Article about the Produce Terminal proposals:

http://www.post-gazette.com/local/ci...s/201408070227

Quote:
Under Ferchill’s $35.6 million plan, the terminal would be converted into 192 one-bedroom apartments and 17 two-bedroom units. In keeping with the building’s past, a 10,850-square-foot produce market would be built at one end. As an alternative, Ferchill is proposing additional retail space on each side of two portals through the building.

McCaffery, working with Chuck Hammel, Pitt-Ohio Express president, also is proposing residences — 104 apartments and 14 live-work units — plus 35,000 square feet of retail space and 20,000 square feet of office space at a cost of $46.4 million.
Hopefully we can get some renderings and such, but that alternative Ferchill proposal sounds sort of what I had in mind (big market on one end, retail around the portals, residential in between). The McCaffrey proposal also sounds pretty good and some office could be useful.

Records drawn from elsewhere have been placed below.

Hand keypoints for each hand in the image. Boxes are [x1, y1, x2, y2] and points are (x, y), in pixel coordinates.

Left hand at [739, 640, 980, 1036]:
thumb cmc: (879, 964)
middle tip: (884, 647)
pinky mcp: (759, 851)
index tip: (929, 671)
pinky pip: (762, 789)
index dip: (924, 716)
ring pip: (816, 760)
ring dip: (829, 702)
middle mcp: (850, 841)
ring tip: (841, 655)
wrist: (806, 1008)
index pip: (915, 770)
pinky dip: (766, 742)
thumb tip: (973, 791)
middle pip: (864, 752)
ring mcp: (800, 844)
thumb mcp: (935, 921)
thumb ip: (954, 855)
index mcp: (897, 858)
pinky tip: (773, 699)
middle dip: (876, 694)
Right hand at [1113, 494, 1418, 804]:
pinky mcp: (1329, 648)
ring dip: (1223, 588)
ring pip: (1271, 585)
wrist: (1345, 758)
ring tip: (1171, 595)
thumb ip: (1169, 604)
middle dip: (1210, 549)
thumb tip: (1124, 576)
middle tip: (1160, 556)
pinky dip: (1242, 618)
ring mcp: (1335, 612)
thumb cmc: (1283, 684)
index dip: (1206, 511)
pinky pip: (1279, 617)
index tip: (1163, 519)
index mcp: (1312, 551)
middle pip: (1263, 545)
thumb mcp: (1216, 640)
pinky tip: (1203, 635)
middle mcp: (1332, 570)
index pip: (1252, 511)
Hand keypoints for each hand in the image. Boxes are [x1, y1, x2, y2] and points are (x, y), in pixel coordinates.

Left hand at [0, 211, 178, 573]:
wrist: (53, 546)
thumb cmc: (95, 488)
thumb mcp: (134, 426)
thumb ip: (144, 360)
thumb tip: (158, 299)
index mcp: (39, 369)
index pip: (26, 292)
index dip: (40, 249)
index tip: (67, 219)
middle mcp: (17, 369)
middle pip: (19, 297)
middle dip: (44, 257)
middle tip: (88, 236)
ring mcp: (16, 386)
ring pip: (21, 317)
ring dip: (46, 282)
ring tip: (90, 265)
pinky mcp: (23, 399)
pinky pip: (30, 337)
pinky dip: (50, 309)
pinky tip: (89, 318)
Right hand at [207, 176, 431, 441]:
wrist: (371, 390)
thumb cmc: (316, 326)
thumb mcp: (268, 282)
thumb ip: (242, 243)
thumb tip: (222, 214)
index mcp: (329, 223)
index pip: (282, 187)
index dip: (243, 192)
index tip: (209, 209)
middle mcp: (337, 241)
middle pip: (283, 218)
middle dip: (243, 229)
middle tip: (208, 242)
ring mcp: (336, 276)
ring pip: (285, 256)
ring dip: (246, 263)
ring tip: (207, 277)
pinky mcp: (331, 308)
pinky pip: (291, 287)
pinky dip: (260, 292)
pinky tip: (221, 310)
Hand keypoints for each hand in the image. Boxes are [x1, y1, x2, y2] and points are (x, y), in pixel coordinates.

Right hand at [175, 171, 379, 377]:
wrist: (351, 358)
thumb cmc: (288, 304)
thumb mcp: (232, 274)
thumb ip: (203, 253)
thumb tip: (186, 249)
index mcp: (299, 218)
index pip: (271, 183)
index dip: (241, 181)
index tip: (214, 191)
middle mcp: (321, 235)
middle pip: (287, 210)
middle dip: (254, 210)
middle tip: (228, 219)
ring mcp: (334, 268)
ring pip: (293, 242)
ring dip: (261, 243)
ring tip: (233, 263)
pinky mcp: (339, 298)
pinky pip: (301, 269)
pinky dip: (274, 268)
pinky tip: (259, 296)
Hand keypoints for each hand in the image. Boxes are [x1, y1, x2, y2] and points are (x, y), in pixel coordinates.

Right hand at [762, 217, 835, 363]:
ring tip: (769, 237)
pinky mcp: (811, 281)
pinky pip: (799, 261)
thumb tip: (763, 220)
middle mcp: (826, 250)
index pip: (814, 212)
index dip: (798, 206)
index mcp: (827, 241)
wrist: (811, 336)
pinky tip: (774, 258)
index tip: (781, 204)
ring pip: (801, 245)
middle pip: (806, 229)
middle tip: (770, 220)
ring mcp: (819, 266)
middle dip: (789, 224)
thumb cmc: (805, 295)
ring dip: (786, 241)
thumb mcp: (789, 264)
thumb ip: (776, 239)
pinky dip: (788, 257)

By the way, the PHLF just baffles me:

Quote:
The Pittsburgh History and Landmarks Foundation spoke against all three of the plans. Project Manager Karamagi Rujumba argued that the portals would disrupt the building’s length, one of its defining characteristics. He also said all three plans rely heavily on historic tax credits, which he maintained was “highly speculative at best.”

PHLF, he added, favored the Buncher plan, which includes a $22 million renovation that would convert the old warehouse to office and retail uses.
That Buncher plan, of course, involves lopping off 1/3 of the building. I think that is just SLIGHTLY more disruptive of its "defining length" than passages. Sheesh.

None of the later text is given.